Work instructions
Hunt through the entries for the word "VOIT" and copy each line in which it appears.

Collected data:
=== Section Start ===

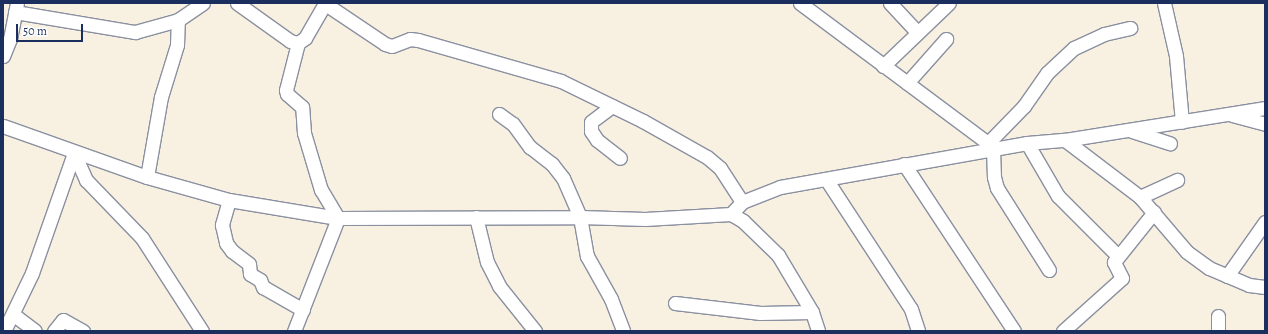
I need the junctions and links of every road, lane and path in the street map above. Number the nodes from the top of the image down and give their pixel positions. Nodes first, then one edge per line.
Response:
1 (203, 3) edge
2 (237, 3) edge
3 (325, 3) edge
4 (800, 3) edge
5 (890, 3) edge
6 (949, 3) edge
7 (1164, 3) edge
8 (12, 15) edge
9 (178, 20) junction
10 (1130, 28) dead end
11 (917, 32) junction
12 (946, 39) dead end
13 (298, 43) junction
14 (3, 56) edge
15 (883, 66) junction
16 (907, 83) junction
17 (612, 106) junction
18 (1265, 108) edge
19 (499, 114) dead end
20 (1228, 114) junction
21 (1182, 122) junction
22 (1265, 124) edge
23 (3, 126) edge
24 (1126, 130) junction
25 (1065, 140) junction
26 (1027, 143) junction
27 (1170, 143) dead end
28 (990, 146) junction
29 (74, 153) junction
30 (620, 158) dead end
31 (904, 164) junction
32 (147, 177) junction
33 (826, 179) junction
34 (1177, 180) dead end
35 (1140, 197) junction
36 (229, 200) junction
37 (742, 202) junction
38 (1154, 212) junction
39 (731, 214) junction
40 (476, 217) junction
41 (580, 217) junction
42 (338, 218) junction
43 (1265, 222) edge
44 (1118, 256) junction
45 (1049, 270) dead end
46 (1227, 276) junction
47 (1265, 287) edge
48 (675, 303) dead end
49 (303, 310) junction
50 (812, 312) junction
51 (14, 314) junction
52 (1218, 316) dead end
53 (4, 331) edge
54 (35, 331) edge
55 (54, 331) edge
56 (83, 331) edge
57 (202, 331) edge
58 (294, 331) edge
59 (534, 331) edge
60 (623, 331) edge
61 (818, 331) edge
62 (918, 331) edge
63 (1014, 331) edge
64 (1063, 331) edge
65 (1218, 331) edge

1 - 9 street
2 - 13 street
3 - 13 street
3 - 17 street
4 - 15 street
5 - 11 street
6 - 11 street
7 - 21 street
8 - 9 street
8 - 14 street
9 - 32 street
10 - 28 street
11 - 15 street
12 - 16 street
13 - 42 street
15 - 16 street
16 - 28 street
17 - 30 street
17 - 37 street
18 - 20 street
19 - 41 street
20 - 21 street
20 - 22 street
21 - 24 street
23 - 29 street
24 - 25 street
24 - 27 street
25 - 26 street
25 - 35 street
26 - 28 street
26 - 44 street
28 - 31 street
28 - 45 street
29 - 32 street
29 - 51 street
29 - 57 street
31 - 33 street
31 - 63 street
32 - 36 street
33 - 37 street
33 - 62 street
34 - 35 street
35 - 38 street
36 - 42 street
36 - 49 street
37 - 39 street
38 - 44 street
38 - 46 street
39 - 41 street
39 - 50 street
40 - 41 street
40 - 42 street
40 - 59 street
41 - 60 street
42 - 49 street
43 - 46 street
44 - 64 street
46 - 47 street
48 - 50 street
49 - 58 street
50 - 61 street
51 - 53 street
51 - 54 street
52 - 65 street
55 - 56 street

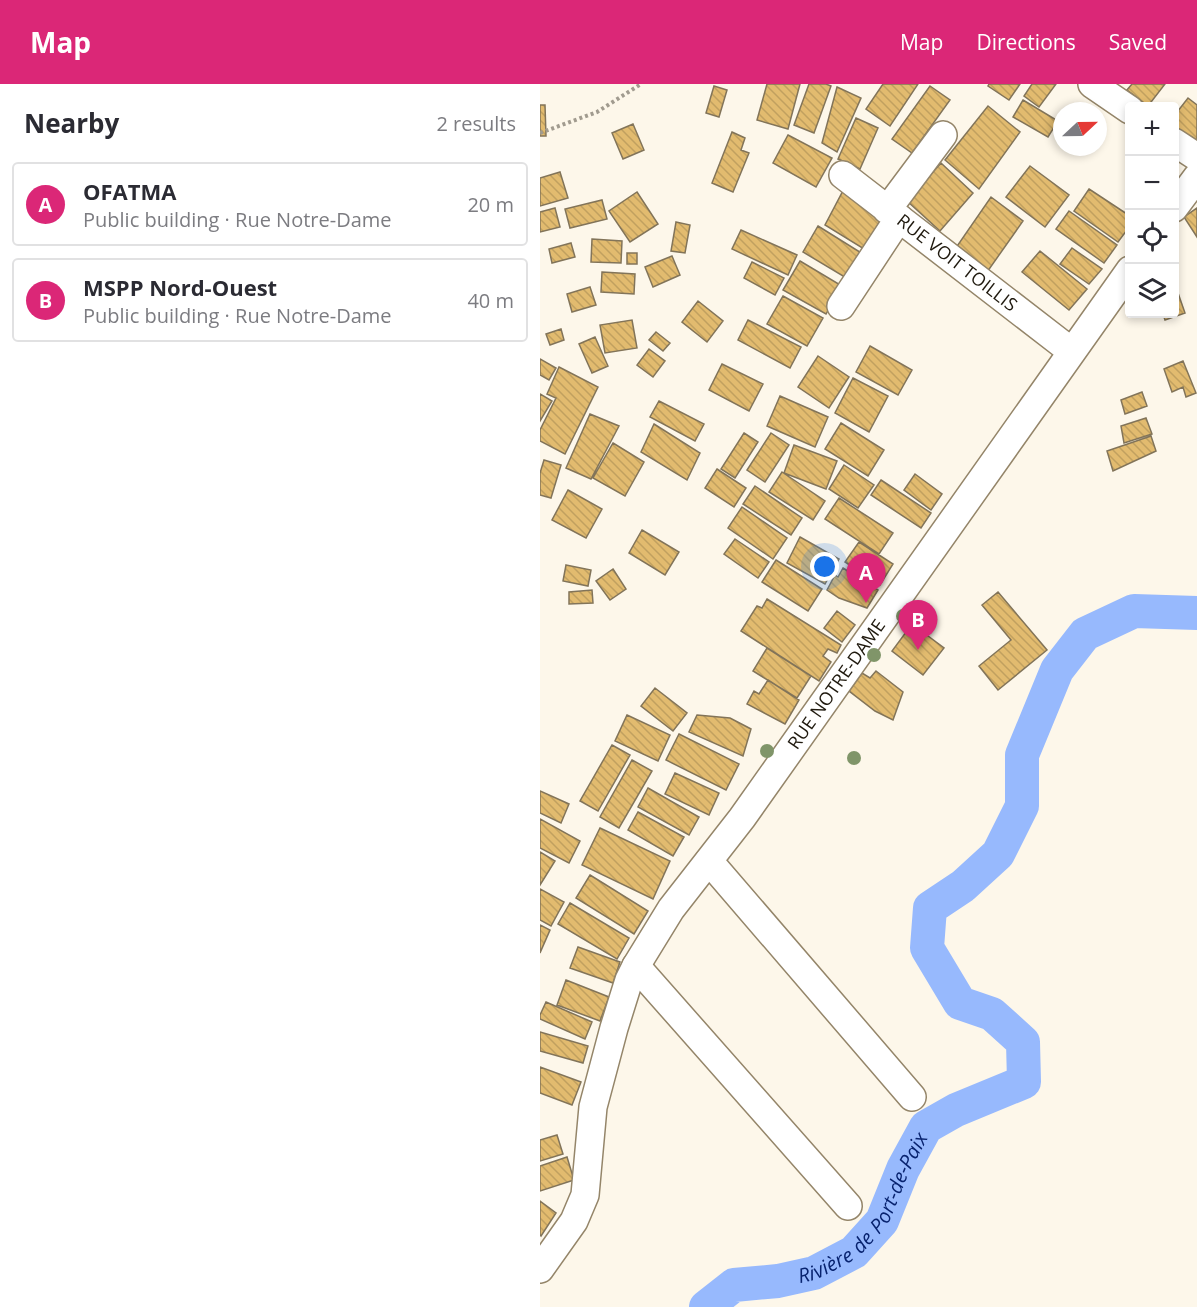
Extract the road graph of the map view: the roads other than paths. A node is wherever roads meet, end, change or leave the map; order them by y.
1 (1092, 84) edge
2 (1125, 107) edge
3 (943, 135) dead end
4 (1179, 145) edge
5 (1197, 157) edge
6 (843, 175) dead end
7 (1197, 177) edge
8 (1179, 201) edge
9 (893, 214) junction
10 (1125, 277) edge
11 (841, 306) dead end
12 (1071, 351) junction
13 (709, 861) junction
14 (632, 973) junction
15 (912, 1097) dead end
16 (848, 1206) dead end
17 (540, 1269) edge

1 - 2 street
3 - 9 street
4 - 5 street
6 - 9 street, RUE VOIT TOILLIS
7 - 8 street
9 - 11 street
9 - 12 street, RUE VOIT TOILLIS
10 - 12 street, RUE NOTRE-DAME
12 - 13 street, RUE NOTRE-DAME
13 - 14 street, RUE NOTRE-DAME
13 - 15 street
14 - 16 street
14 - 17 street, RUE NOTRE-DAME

=== Section End ===

Expected answer
6 - 9 street, RUE VOIT TOILLIS
9 - 12 street, RUE VOIT TOILLIS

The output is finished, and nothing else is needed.